WORK TASK: Scan the entries below for the word "roads" and copy every line where it turns up.

DATA TO EXAMINE:
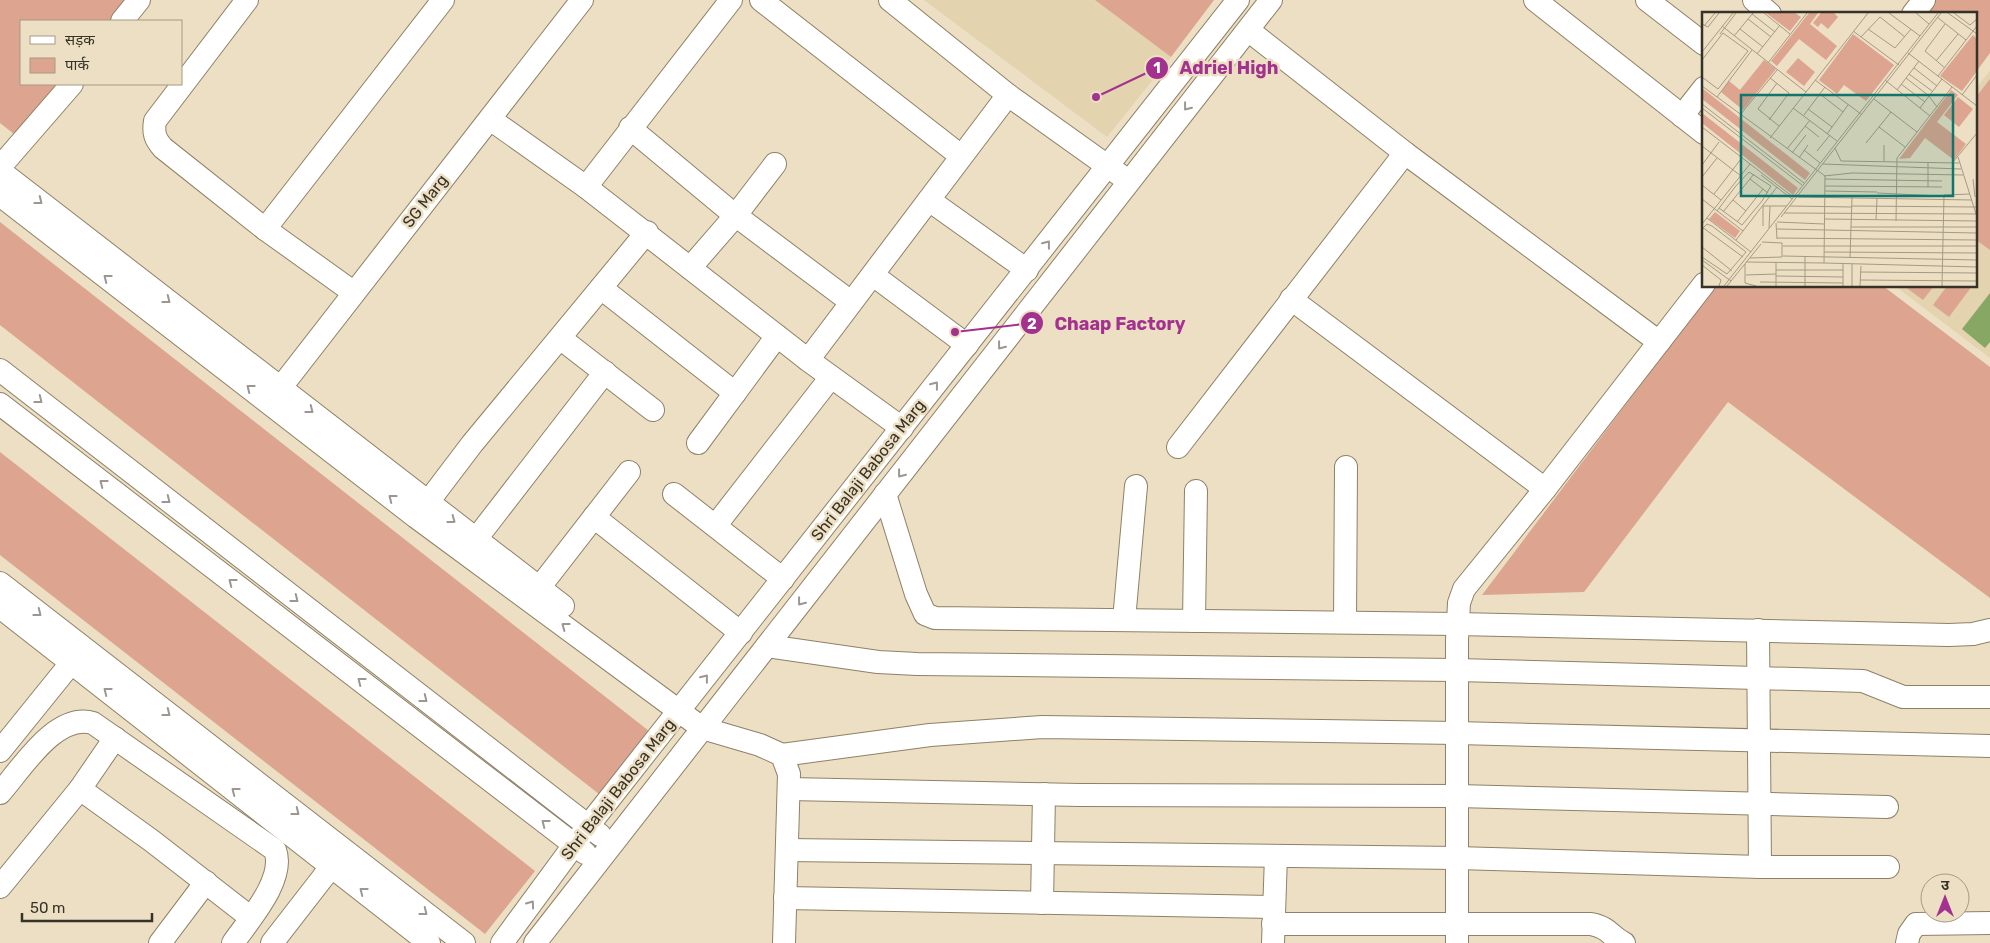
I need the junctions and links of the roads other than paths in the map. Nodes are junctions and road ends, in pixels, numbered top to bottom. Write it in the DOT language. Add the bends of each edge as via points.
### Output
graph roads {
  1 [pos="139,0"];
  2 [pos="247,0"];
  3 [pos="443,0"];
  4 [pos="582,0"];
  5 [pos="731,0"];
  6 [pos="761,0"];
  7 [pos="890,0"];
  8 [pos="1238,0"];
  9 [pos="1271,0"];
  10 [pos="1535,0"];
  11 [pos="1647,0"];
  12 [pos="1924,0"];
  13 [pos="1915,12"];
  14 [pos="123,20"];
  15 [pos="1248,30"];
  16 [pos="1702,42"];
  17 [pos="71,85"];
  18 [pos="1702,91"];
  19 [pos="1008,95"];
  20 [pos="1682,116"];
  21 [pos="490,119"];
  22 [pos="630,128"];
  23 [pos="1702,131"];
  24 [pos="1405,153"];
  25 [pos="961,156"];
  26 [pos="775,164"];
  27 [pos="0,167"];
  28 [pos="1108,167"];
  29 [pos="0,171"];
  30 [pos="1128,182"];
  31 [pos="586,187"];
  32 [pos="0,194"];
  33 [pos="929,200"];
  34 [pos="736,216"];
  35 [pos="264,229"];
  36 [pos="647,232"];
  37 [pos="690,268"];
  38 [pos="1027,270"];
  39 [pos="873,275"];
  40 [pos="1702,287"];
  41 [pos="601,288"];
  42 [pos="353,292"];
  43 [pos="1291,299"];
  44 [pos="851,302"];
  45 [pos="778,336"];
  46 [pos="560,338"];
  47 [pos="1658,342"];
  48 [pos="967,345"];
  49 [pos="808,360"];
  50 [pos="0,370"];
  51 [pos="605,372"];
  52 [pos="831,377"];
  53 [pos="736,393"];
  54 [pos="275,395"];
  55 [pos="0,404"];
  56 [pos="654,410"];
  57 [pos="902,428"];
  58 [pos="698,442"];
  59 [pos="1178,447"];
  60 [pos="1346,467"];
  61 [pos="629,472"];
  62 [pos="1136,486"];
  63 [pos="1545,489"];
  64 [pos="1196,491"];
  65 [pos="674,494"];
  66 [pos="885,494"];
  67 [pos="428,502"];
  68 [pos="594,518"];
  69 [pos="716,526"];
  70 [pos="476,539"];
  71 [pos="783,579"];
  72 [pos="0,583"];
  73 [pos="539,588"];
  74 [pos="0,607"];
  75 [pos="1124,620"];
  76 [pos="1194,621"];
  77 [pos="1345,622"];
  78 [pos="1457,624"];
  79 [pos="1758,630"];
  80 [pos="1990,630"];
  81 [pos="740,632"];
  82 [pos="767,646"];
  83 [pos="77,656"];
  84 [pos="1457,670"];
  85 [pos="1757,678"];
  86 [pos="1990,697"];
  87 [pos="683,706"];
  88 [pos="709,726"];
  89 [pos="1457,733"];
  90 [pos="115,738"];
  91 [pos="1758,741"];
  92 [pos="1990,746"];
  93 [pos="0,750"];
  94 [pos="782,755"];
  95 [pos="80,789"];
  96 [pos="789,789"];
  97 [pos="0,793"];
  98 [pos="1044,794"];
  99 [pos="1457,796"];
  100 [pos="1759,804"];
  101 [pos="1887,806"];
  102 [pos="588,826"];
  103 [pos="612,844"];
  104 [pos="574,845"];
  105 [pos="787,850"];
  106 [pos="1042,853"];
  107 [pos="1276,856"];
  108 [pos="1457,858"];
  109 [pos="598,862"];
  110 [pos="331,867"];
  111 [pos="1760,867"];
  112 [pos="1888,867"];
  113 [pos="206,882"];
  114 [pos="0,887"];
  115 [pos="785,898"];
  116 [pos="1042,903"];
  117 [pos="250,917"];
  118 [pos="1990,923"];
  119 [pos="1274,925"];
  120 [pos="1458,933"];
  121 [pos="160,943"];
  122 [pos="233,943"];
  123 [pos="272,943"];
  124 [pos="429,943"];
  125 [pos="464,943"];
  126 [pos="502,943"];
  127 [pos="535,943"];
  128 [pos="784,943"];
  129 [pos="1624,943"];
  130 [pos="1907,943"];
  1 -- 14 [label="street"];
  2 -- 35 [label="street" via="155,121 154,130 163,148"];
  3 -- 35 [label="street"];
  4 -- 21 [label="street, SG Marg"];
  5 -- 22 [label="street"];
  6 -- 25 [label="street"];
  7 -- 19 [label="street"];
  8 -- 28 [label="street, Shri Balaji Babosa Marg"];
  9 -- 15 [label="street, Shri Balaji Babosa Marg"];
  10 -- 20 [label="street"];
  11 -- 16 [label="street"];
  12 -- 13 [label="street"];
  15 -- 24 [label="street"];
  15 -- 30 [label="street, Shri Balaji Babosa Marg, one-way"];
  17 -- 27 [label="street"];
  18 -- 20 [label="street"];
  19 -- 25 [label="street"];
  19 -- 28 [label="street"];
  20 -- 23 [label="street"];
  21 -- 31 [label="street"];
  21 -- 42 [label="street, SG Marg"];
  22 -- 31 [label="street"];
  22 -- 34 [label="street"];
  24 -- 43 [label="street"];
  24 -- 47 [label="street"];
  25 -- 33 [label="street"];
  26 -- 34 [label="street"];
  28 -- 30 [label="street"];
  38 -- 28 [label="street, Shri Balaji Babosa Marg, one-way"];
  29 -- 54 [label="street, one-way"];
  30 -- 66 [label="street, Shri Balaji Babosa Marg, one-way"];
  31 -- 36 [label="street"];
  54 -- 32 [label="street, one-way"];
  33 -- 38 [label="street"];
  33 -- 39 [label="street"];
  34 -- 37 [label="street"];
  34 -- 44 [label="street"];
  35 -- 42 [label="street"];
  36 -- 37 [label="street"];
  36 -- 41 [label="street"];
  37 -- 45 [label="street"];
  38 -- 48 [label="street, Shri Balaji Babosa Marg"];
  39 -- 44 [label="street"];
  39 -- 48 [label="street"];
  40 -- 47 [label="street"];
  41 -- 46 [label="street"];
  41 -- 53 [label="street"];
  42 -- 54 [label="street, SG Marg"];
  43 -- 59 [label="street"];
  43 -- 63 [label="street"];
  44 -- 49 [label="street"];
  45 -- 49 [label="street"];
  45 -- 53 [label="street"];
  46 -- 51 [label="street"];
  46 -- 67 [label="street"];
  47 -- 63 [label="street"];
  57 -- 48 [label="street, Shri Balaji Babosa Marg, one-way"];
  49 -- 52 [label="street"];
  50 -- 102 [label="street, one-way"];
  51 -- 56 [label="street"];
  51 -- 70 [label="street"];
  52 -- 57 [label="street"];
  52 -- 69 [label="street"];
  53 -- 58 [label="street"];
  54 -- 67 [label="street, one-way"];
  87 -- 54 [label="street, one-way" via="416,517"];
  104 -- 55 [label="street, one-way"];
  57 -- 71 [label="street, Shri Balaji Babosa Marg"];
  60 -- 77 [label="street"];
  61 -- 68 [label="street"];
  62 -- 75 [label="street"];
  63 -- 78 [label="street" via="1464,589"];
  64 -- 76 [label="street"];
  65 -- 69 [label="street"];
  66 -- 75 [label="street" via="925,614 935,618"];
  66 -- 82 [label="street, Shri Balaji Babosa Marg, one-way"];
  67 -- 70 [label="street, one-way"];
  68 -- 73 [label="street"];
  68 -- 81 [label="street"];
  69 -- 71 [label="street"];
  70 -- 73 [label="street"];
  71 -- 81 [label="street, Shri Balaji Babosa Marg"];
  72 -- 83 [label="street, one-way"];
  73 -- 87 [label="street"];
  74 -- 83 [label="street"];
  75 -- 76 [label="street"];
  76 -- 77 [label="street"];
  77 -- 78 [label="street"];
  78 -- 79 [label="street"];
  78 -- 84 [label="street"];
  79 -- 80 [label="street" via="1948,635"];
  79 -- 85 [label="street"];
  87 -- 81 [label="street, Shri Balaji Babosa Marg, one-way"];
  82 -- 84 [label="street" via="878,662 917,664"];
  82 -- 88 [label="street, Shri Balaji Babosa Marg"];
  83 -- 93 [label="street"];
  110 -- 83 [label="street, one-way"];
  83 -- 125 [label="street, one-way"];
  84 -- 85 [label="street"];
  84 -- 89 [label="street"];
  85 -- 86 [label="street" via="1864,681 1903,697"];
  85 -- 91 [label="street"];
  87 -- 88 [label="street"];
  87 -- 102 [label="street, Shri Balaji Babosa Marg"];
  88 -- 94 [label="street"];
  88 -- 103 [label="street, Shri Balaji Babosa Marg"];
  89 -- 91 [label="street"];
  89 -- 94 [label="street" via="1042,727 930,735"];
  89 -- 99 [label="street"];
  90 -- 95 [label="street"];
  90 -- 97 [label="street" via="84,720 58,728"];
  90 -- 117 [label="street" via="276,850 279,859 276,876"];
  91 -- 92 [label="street"];
  91 -- 100 [label="street"];
  94 -- 96 [label="street" via="789,774"];
  95 -- 113 [label="street"];
  95 -- 114 [label="street"];
  96 -- 98 [label="street"];
  96 -- 105 [label="street"];
  98 -- 99 [label="street"];
  98 -- 106 [label="street"];
  99 -- 100 [label="street"];
  99 -- 108 [label="street"];
  100 -- 101 [label="street"];
  100 -- 111 [label="street"];
  102 -- 103 [label="street"];
  102 -- 104 [label="street, Shri Balaji Babosa Marg"];
  103 -- 109 [label="street, Shri Balaji Babosa Marg"];
  104 -- 109 [label="street"];
  126 -- 104 [label="street, Shri Balaji Babosa Marg, one-way"];
  105 -- 106 [label="street"];
  105 -- 115 [label="street"];
  106 -- 107 [label="street"];
  106 -- 116 [label="street"];
  107 -- 108 [label="street"];
  107 -- 119 [label="street"];
  108 -- 111 [label="street"];
  108 -- 120 [label="street"];
  109 -- 127 [label="street, Shri Balaji Babosa Marg"];
  110 -- 123 [label="street"];
  124 -- 110 [label="street, one-way"];
  111 -- 112 [label="street"];
  113 -- 117 [label="street"];
  113 -- 121 [label="street"];
  115 -- 116 [label="street"];
  115 -- 128 [label="street"];
  116 -- 119 [label="street"];
  117 -- 122 [label="street"];
  118 -- 130 [label="street" via="1916,924"];
  119 -- 120 [label="street"];
  120 -- 129 [label="street" via="1591,924 1609,930"];
}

SOLUTION FOR THIS TASK:
I need the junctions and links of the roads other than paths in the map. Nodes are junctions and road ends, in pixels, numbered top to bottom. Write it in the DOT language. Add the bends of each edge as via points.
graph roads {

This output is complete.